M. François Ruffin. Monsieur le secrétaire d’État, vous faites une loi sur les médias, soit, au sens étymologique, sur les « moyens ». Mais à quelle fin ? Dans le texte, le mot « écologie » apparaît zéro fois, tout comme le mot « démocratie », mais le mot « finances » apparaît neuf fois, « concurrence » vingt fois et « consommation » cinq. Le texte ne va pas passer par la commission du développement durable, et je le regrette. Je pense, en effet, que tout projet devrait être examiné par le ministère de l’écologie et, chez nous, par la commission du développement durable, dans la mesure où il existe toujours un enjeu écologique ou, en l’occurrence, anti‑écologique.

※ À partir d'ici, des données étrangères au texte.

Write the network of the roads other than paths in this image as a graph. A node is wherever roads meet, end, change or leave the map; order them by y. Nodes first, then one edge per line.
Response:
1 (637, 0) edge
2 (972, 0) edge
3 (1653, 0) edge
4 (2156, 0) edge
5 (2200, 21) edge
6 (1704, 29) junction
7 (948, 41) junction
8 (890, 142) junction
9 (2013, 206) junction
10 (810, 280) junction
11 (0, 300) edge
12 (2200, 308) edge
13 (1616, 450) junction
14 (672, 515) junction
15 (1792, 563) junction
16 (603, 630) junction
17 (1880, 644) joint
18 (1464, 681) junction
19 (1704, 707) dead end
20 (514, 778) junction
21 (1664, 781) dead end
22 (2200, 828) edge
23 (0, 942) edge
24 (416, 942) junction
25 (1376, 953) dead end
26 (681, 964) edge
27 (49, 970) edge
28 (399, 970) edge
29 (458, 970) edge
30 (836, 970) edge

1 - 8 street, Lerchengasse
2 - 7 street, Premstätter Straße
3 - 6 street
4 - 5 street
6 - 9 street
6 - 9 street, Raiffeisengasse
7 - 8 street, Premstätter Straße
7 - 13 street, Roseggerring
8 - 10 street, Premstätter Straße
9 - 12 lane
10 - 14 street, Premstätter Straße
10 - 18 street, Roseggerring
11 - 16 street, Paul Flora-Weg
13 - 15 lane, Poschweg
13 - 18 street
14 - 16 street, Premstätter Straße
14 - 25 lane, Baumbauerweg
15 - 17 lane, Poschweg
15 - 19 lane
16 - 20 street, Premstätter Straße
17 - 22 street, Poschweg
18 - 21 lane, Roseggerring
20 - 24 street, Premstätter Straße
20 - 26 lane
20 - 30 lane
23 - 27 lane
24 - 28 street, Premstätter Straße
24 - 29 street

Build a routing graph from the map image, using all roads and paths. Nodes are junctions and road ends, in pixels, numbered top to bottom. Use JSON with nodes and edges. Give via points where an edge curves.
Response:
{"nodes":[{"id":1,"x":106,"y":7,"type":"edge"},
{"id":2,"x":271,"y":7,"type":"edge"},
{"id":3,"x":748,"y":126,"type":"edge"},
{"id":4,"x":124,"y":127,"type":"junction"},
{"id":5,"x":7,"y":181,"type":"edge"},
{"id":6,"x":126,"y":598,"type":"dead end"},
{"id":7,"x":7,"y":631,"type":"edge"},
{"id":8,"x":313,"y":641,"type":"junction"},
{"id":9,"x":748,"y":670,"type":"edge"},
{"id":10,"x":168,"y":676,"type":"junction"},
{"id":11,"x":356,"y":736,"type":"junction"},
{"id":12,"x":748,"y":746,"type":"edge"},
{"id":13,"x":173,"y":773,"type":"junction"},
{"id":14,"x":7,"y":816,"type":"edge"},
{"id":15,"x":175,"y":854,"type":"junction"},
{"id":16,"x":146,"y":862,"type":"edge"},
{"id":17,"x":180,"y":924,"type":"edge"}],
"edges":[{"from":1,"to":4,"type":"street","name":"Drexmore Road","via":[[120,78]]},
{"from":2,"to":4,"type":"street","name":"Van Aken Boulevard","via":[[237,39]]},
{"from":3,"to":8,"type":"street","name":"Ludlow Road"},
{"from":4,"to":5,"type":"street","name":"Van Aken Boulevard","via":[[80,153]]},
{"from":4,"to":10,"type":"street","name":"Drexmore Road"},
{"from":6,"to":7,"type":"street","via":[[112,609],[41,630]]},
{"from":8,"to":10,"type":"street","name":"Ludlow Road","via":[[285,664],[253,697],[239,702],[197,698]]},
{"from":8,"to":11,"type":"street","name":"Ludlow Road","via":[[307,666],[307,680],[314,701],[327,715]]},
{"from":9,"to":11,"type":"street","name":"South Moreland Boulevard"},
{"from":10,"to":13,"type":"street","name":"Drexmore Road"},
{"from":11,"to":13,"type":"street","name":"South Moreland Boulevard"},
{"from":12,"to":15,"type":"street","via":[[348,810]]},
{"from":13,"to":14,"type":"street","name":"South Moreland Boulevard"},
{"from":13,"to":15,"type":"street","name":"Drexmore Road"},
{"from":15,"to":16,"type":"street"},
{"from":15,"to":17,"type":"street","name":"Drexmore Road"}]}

Vous ajoutez une troisième coupure publicitaire à l’intérieur des films. Vous proposez que, pendant les rencontres sportives, l’écran soit partagé entre la publicité d’un côté et le match ou le Tour de France de l’autre. Vous offrez la possibilité de placer des produits dans des séries. En somme, vous ouvrez un nouveau champ aux marques, pour qu’elles décident de ce qui doit exister ou non dans notre société, qu’elles dessinent ce qu’est la réussite, le progrès ou le bonheur : des voitures, des parfums ou des bijoux.

Aussi la véritable question est‑elle moins : au service de quoi faites‑vous la réforme, mais au service de qui ? Clairement, de Bolloré avec Canal + et C8, de Bouygues avec TF1 et LCI et de Drahi avec BFM ! Les justifications de vos mesures se font en permanence sur le terrain de la compétitivité, de la concurrence, du pouvoir d’attraction auprès des marques et en faveur de ces chaînes de télévision. Il s’agit évidemment d’un cadeau discret offert à ces magnats des médias, qui ont ouvertement fait campagne pour M. Emmanuel Macron, un retour d’ascenseur. Dans une proposition de loi, j’avais avancé que l’on croisait 5 000 marques par jour. Un spécialiste m’avait corrigé : on en croiserait 10 000 ! Les 2 000 publicités quotidiennes ne sont‑elles pas suffisantes à vos yeux ? Considérez‑vous qu’il n’y a pas suffisamment de temps de cerveau disponible offert par TF1 à Coca‑Cola ? Faut‑il resserrer encore les barreaux de la cage de fer du consumérisme ou, au contraire, les desserrer, pour aider les cerveaux et les esprits à s’en échapper, afin de connaître notre passé, de nous informer sur notre présent, de bâtir notre avenir et de mettre les médias au service d’autres valeurs que l’argent ?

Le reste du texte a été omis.